トップ週刊新社会教育・町2020.06.16
フードパントリー
地域の駆け込み寺に 支援が必要な人に食料を 〜
東京・足立区議会議員 土屋のり子

見えない貧困の可視化

 今年2月に、東京都足立区で「千住フードパントリー」を立ち上げました。フードパントリーとは、食の支援が必要な方に一時的に食品を無償でお渡しする活動です。 
 2015年調査では日本の貧困率(年収122万円以下で暮らす人)は15・6%、ひとり親ではなんと50・8%にも上ります。そして、お金に困った時にどうするかと聞くと一番多いのが「食費を削る」なのです(万引きして暮らす…という映画もありましたが)。

 一方にはフードロス問題があり、日本ではまだ食べられる食材646万トンが年間に廃棄されています。それら食料を企業から受け取るのがフードバンクであり、その食材を困っている人へお渡しする拠点がフードパントリーです。

 1回あたり約1、2万円前後の食材をお渡しし、浮いたお金を子どもや求職活動等必要なことへ回してもらえるという意味で、経済的現物給付策に位置づけられます。 
 「地域に食のセーフティネットを構築する」ことをめざし、千住パントリーの活動を開始しました。

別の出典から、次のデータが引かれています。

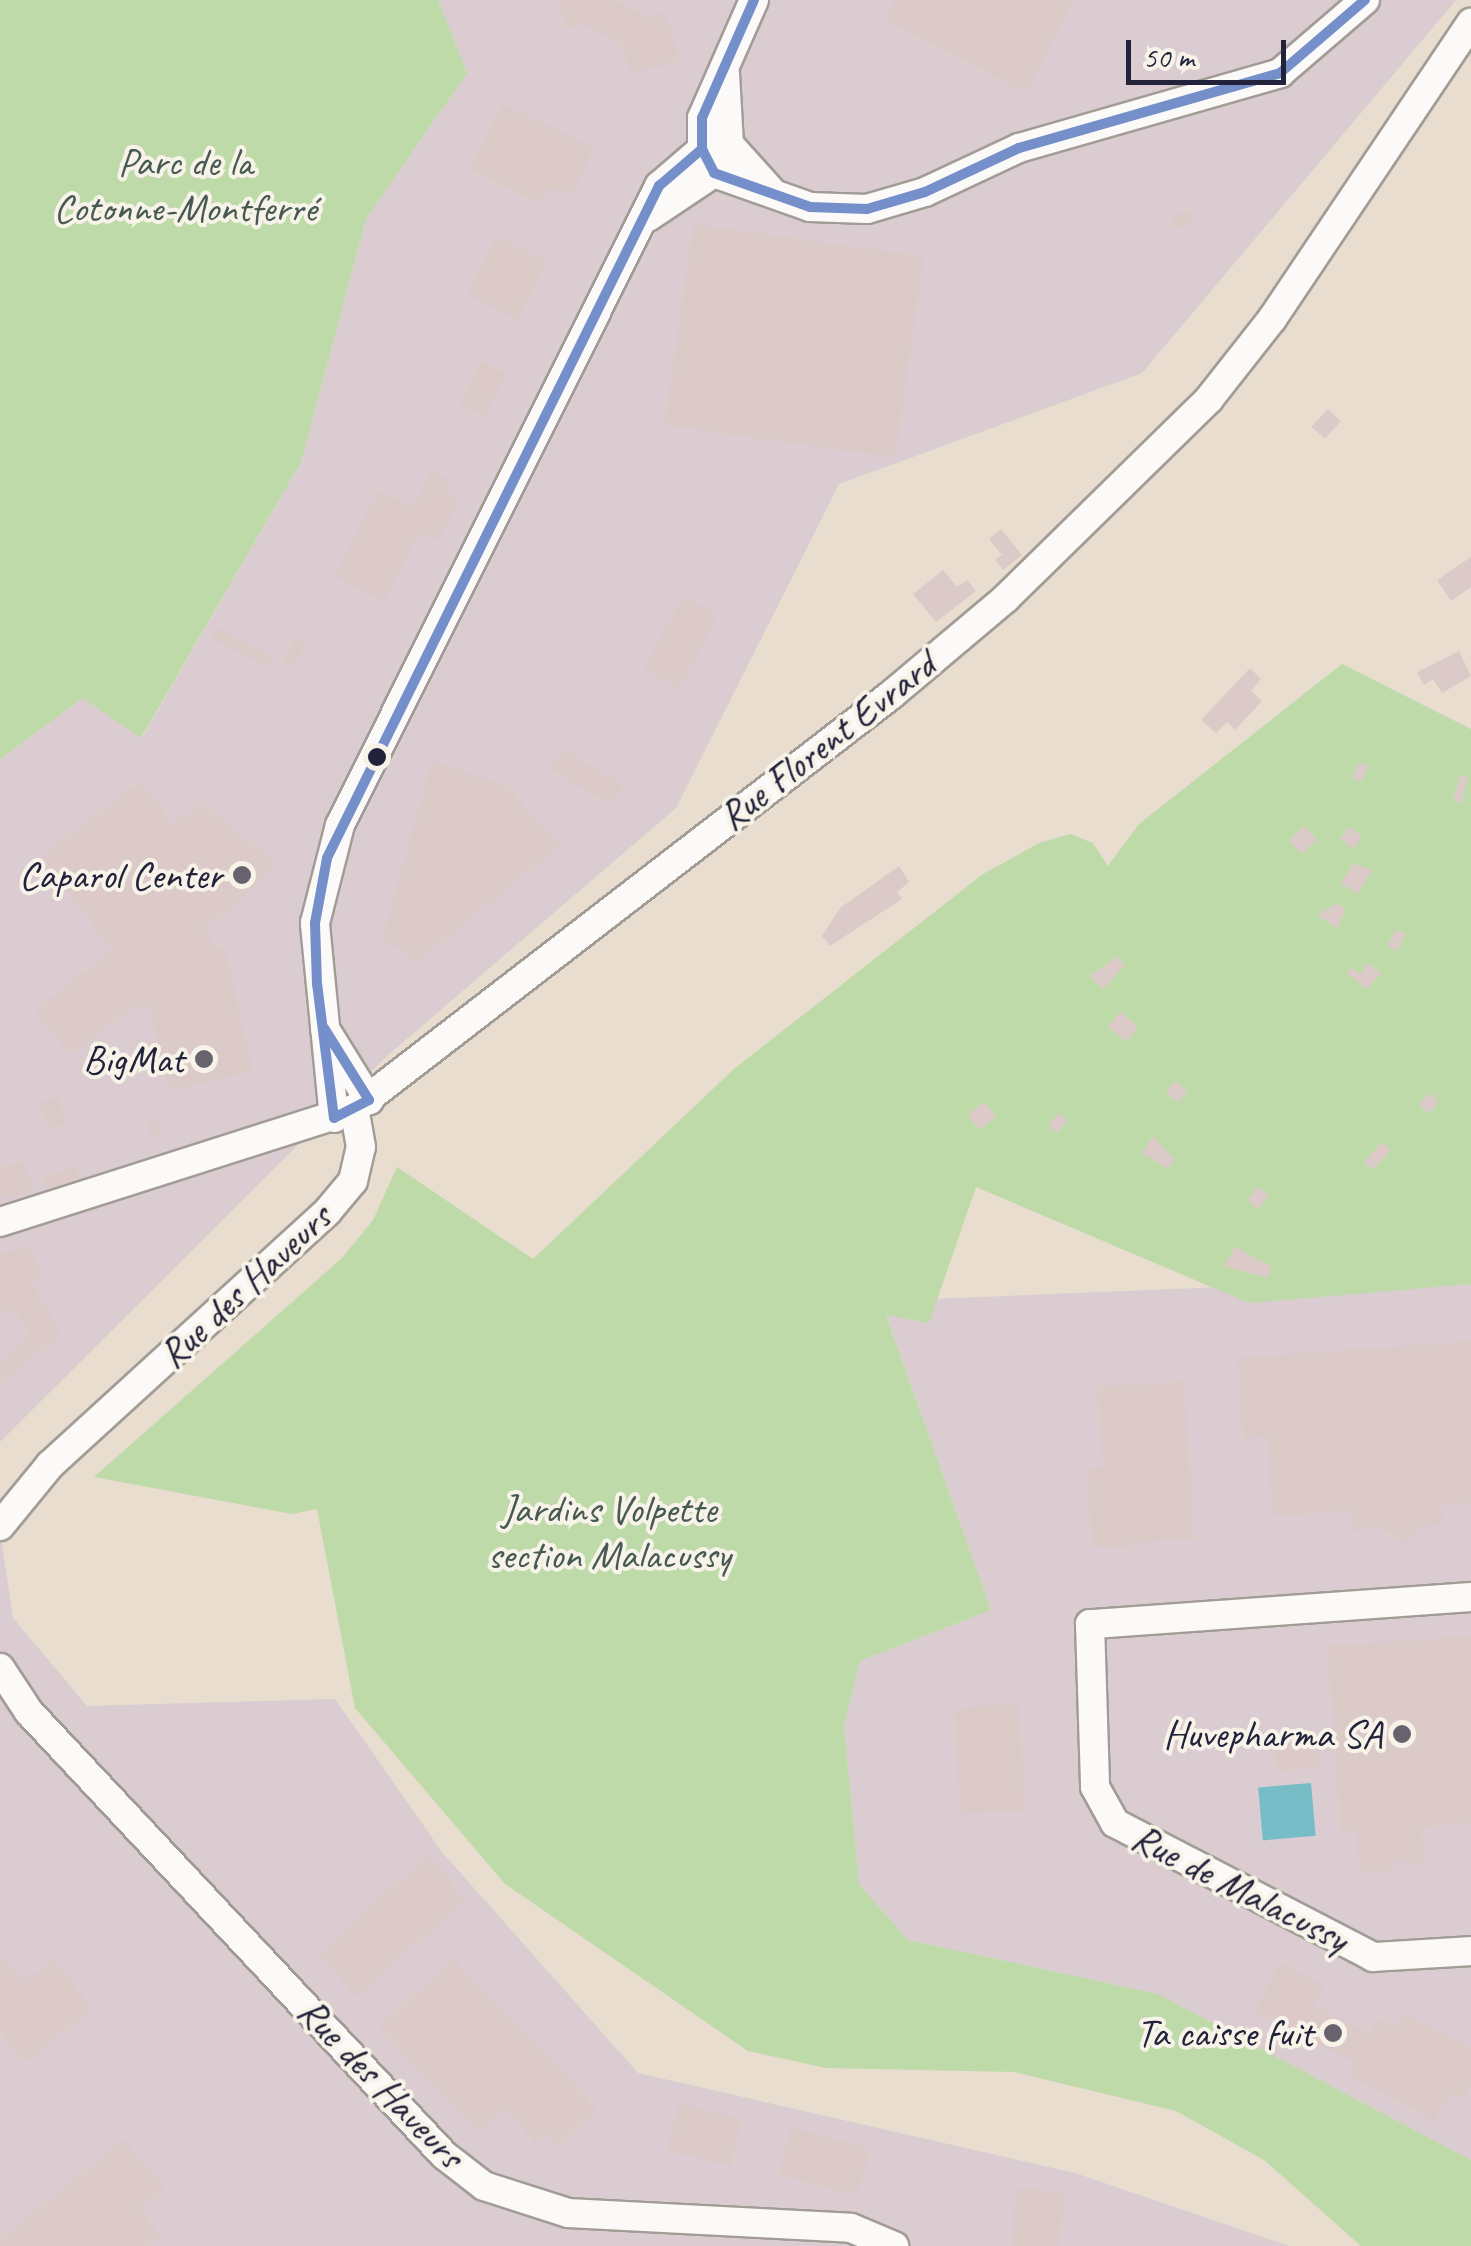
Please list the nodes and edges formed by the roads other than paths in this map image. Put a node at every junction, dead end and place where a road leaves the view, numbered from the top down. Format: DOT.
graph roads {
  1 [pos="754,0"];
  2 [pos="1366,0"];
  3 [pos="1471,24"];
  4 [pos="715,155"];
  5 [pos="324,1028"];
  6 [pos="353,1109"];
  7 [pos="0,1222"];
  8 [pos="0,1526"];
  9 [pos="1471,1597"];
  10 [pos="0,1668"];
  11 [pos="1471,1952"];
  12 [pos="894,2246"];
  1 -- 4 [label="street"];
  2 -- 4 [label="street"];
  3 -- 6 [label="street, Rue Florent Evrard"];
  4 -- 5 [label="street, Rue des Haveurs"];
  5 -- 6 [label="street, Rue des Haveurs"];
  5 -- 6 [label="street"];
  6 -- 7 [label="street, Rue Florent Evrard"];
  6 -- 8 [label="street, Rue des Haveurs"];
  9 -- 11 [label="street, Rue de Malacussy"];
  10 -- 12 [label="street, Rue des Haveurs"];
}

 1回目の2月、利用者は8世帯からスタートを切り、2回目16世帯、3回目20世帯―地域にチラシをまいて取り組んでくる中で、徐々に利用者も増えてきました。

 これまで子どもの貧困対策に力を入れて取り組んできましたが、現代の貧困は相対的貧困であり目に見えにくく、必要な人へ施策をいかに届けるか、アプローチに課題があります。

 パントリーは、ひとり親、障がい者、福祉を受けている方、年金だけでは厳しい高齢者など、多様な方が来られ、地域の中の見えない貧困を可視化する取り組みだと、その意義を再確認しています。

現場が行政を動かす

 そして起こったコロナ禍です。5月からは臨時的に月2回開催とし、他のパントリーで受け付けられなかった方へ案内を流してもらい、5月1回目は38世帯の利用と急増しました。行ったアンケートでは、コロナの影響で離職・休業手当がもらえないなど「無収入」4人、「休業等で減収(3割〜6割)」11人、学休・在宅ワークで「支出増」12名など、収入が減ったが支出は増えたダブルパンチで、経済的に急激に厳しくなっている実態が明らかとなりました。

 足立区から課長・部長が現場を見に来られ、コロナ対応で利用者が殺到する様子を見て、「子どもの食の確保緊急対応事業(1団体10万円補助)」をパントリーも活用できるよう事業内容が急遽変更されました。自治体がパントリー支援に光を当てることは、画期的です。

 夏場に入るので、保冷ボックスや保冷材等消耗品の購入に、有難く活用させてもらおうと思います。

地域から公的支援の拡充へ

 今回を踏まえ、恒常的なパントリー支援事業を区のほうで検討してくれているそうです。議会からも現場からも、強くこの動きを推進していきたいと思います。

 今回のコロナ禍のような、突発的・緊急的なことが起こった場合に、パントリーの果たす役割が大きいと痛感しています。私の住む所では、いまだアベノマスクは届かず、給付金申請もようやくこれからです。国の無策の中で、経済的に厳しい方たちへ支援を届ける―地域の中の駆け込み寺的な存在として、パントリーを浸透させていきたいと思っています。

 この間、チラシを見てボランティア参加してくださる方も増えてきました。おなじ町内から中学生の子や、お一人暮らしの方が。古本屋さんを営む方からは古本の提供が。近所の八百屋さんはネギを山盛りもってきてくださり、パントリーで1世帯10本ほど配布することができました。地域に根差し下から社会を変革していくことを目標にしていますが、一歩一歩、歩んでいると実感します。 また違った視点で見ると、資本の生み出した過剰を労働者が自分たちに取り返す、というふうにも読み取れ、楽しい活動です。

 現場で市井の人々の声を拾い、公的支援の拡充へ結びあわせ取り組んでいきたいと思います。